[Paleopsych] energy future & depolymerization (LONG!)
Lynn D. Johnson, Ph.D.
ljohnson at solution-consulting.com
Sun Aug 8 23:25:33 UTC 2004
Steve's link and the Ehrlich material reminded me of a recent discussion
on another forum on thermal depolymerization. Disclaimer: My brother,
the professor of Chemical Engineering, says the numbers in the article
below are bogus. The concept is fascinating, namely that if we convert
all the existing carbon in the current system into fuel, we don't
increase CO2 in the atmosphere, since it is a closed loop. Only by
burning fossil fuels would we continue to increase CO2.
For your consideration.
Lynn
Steve wrote:
>Start here:
>
>http://www.homepower.com/
>Steve Hovland
>
>
This discussion is from:
http://forums.biodieselnow.com/topic.asp?TOPIC_ID=829&SearchTerms=thermo,depolymerization
DISCOVER Vol. 24 No. 5 (May 2003)
Table of Contents
Anything into Oil
Technological savvy could turn 600 million tons of turkey guts and other
waste into 4 billion barrels of light Texas crude each year
By Brad Lemley
Photography by Tony Law
Gory refuse, from a Butterball Turkey plant in Carthage, Missouri, will
no longer go to waste. Each day 200 tons of turkey offal will be carted
to the first industrial-scale thermal depolymerization plant, recently
completed in an adjacent lot, and be transformed into various useful
products, including 600 barrels of light oil.
In an industrial park in Philadelphia sits a new machine that can change
almost anything into oil. Really.
"This is a solution to three of the biggest problems facing mankind,"
says Brian Appel, chairman and CEO of Changing World Technologies, the
company that built this pilot plant and has just completed its first
industrial-size installation in Missouri. "This process can deal with
the world's waste. It can supplement our dwindling supplies of oil. And
it can
slow down global warming."
Pardon me, says a reporter, shivering in the frigid dawn, but that
sounds too good to be true.
"Everybody says that," says Appel. He is a tall, affable entrepreneur
who has assembled a team of scientists, former government leaders, and
deep-pocketed investors to develop and sell what he calls the thermal
depolymerization process, or TDP. The process is designed to handle
almost any waste product imaginable, including turkey offal, tires, plastic
bottles, harbor-dredged muck, old computers, municipal garbage,
cornstalks, paper-pulp effluent, infectious medical waste, oil-refinery
residues, even biological weapons such as anthrax spores. According to
Appel, waste goes in one end and comes out the other as three products,
all valuable and environmentally benign: high-quality oil, clean-burning
gas, and purified minerals that can be used as fuels, fertilizers, or
specialty chemicals for
manufacturing.
Unlike other solid-to-liquid-fuel processes such as cornstarch into
ethanol, this one will accept almost any carbon-based feedstock. If a
175-pound man fell into one end, he would come out the other end as 38
pounds of oil, 7 pounds of gas, and 7 pounds of minerals, as well as 123
pounds of sterilized water. While no one plans to put people into a thermal
depolymerization machine, an intimate human creation could become a
prime feedstock. "There is no reason why we can't turn sewage, including
human excrement, into a glorious oil," says engineer Terry Adams, a
project consultant. So the city of Philadelphia is in discussion with
Changing World Technologies to begin doing exactly that.

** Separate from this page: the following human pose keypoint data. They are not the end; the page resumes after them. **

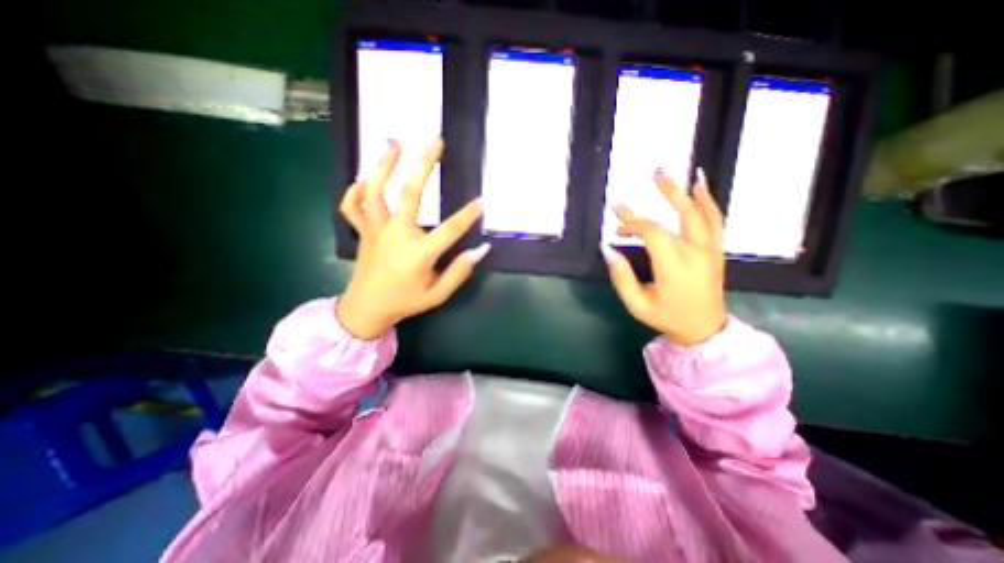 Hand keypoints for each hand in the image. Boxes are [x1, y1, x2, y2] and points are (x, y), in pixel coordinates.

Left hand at [337, 138, 491, 338]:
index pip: (449, 230)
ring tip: (395, 143)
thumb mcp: (438, 294)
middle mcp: (396, 235)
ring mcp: (376, 230)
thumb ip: (459, 271)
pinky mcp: (363, 231)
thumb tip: (481, 250)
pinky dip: (355, 190)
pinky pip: (353, 206)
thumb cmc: (405, 301)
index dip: (468, 215)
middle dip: (424, 165)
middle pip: (410, 193)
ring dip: (384, 165)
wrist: (365, 310)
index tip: (482, 202)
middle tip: (435, 141)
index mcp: (418, 254)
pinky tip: (365, 179)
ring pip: (376, 191)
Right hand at [600, 167, 726, 347]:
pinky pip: (715, 221)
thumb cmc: (667, 317)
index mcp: (674, 266)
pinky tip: (701, 189)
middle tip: (655, 173)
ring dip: (690, 192)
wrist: (703, 329)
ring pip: (703, 214)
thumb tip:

"The potential is unbelievable," says Michael Roberts, a senior chemical
engineer for the Gas Technology Institute, an energy research group.

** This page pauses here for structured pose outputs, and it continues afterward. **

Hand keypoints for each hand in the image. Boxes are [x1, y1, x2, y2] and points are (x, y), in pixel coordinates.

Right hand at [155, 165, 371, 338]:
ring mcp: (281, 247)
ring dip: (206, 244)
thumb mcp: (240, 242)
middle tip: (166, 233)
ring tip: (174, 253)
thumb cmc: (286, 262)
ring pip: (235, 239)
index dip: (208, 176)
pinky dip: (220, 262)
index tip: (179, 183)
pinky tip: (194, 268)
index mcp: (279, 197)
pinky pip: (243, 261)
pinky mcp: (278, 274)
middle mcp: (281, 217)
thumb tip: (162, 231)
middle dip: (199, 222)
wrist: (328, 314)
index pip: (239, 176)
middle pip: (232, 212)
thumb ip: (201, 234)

"You're not only cleaning up waste; you're talking about distributed
generation of oil all over the world."
"This is not an incremental change. This is a big, new step," agrees Alf
Andreassen, a venture capitalist with the Paladin Capital Group and a
former Bell Laboratories director.
The offal-derived oil, is chemically almost identical to a number two
fuel oil used to heat homes.
Andreassen and others anticipate that a large chunk of the world's
agricultural, industrial, and municipal waste may someday go into
thermal depolymerization machines scattered all over the globe. If the
process works as well as its creators claim, not only would most toxic
waste problems become history, so would imported oil. Just converting
all the U.S.
agricultural waste into oil and gas would yield the energy equivalent of
4 billion barrels of oil annually. In 2001 the United States imported
4.2 billion barrels of oil. Referring to U.S. dependence on oil from the
volatile Middle East, R. James Woolsey, former CIA director and an
adviser to Changing World Technologies, says, "This technology offers a
beginning of
a way away from this."
But first things first. Today, here at the plant at Philadelphia's Naval
Business Center, the experimental feedstock is turkey processing-plant
waste: feathers, bones, skin, blood, fat, guts. A forklift dumps 1,400
pounds of the nasty stuff into the machine's first stage, a
350-horsepower grinder that masticates it into gray brown slurry. From
there it flows into
a series of tanks and pipes, which hum and hiss as they heat, digest,
and break down the mixture. Two hours later, a white-jacketed technician
turns a spigot. Out pours a honey-colored fluid, steaming a bit in the
cold warehouse as it fills a glass beaker.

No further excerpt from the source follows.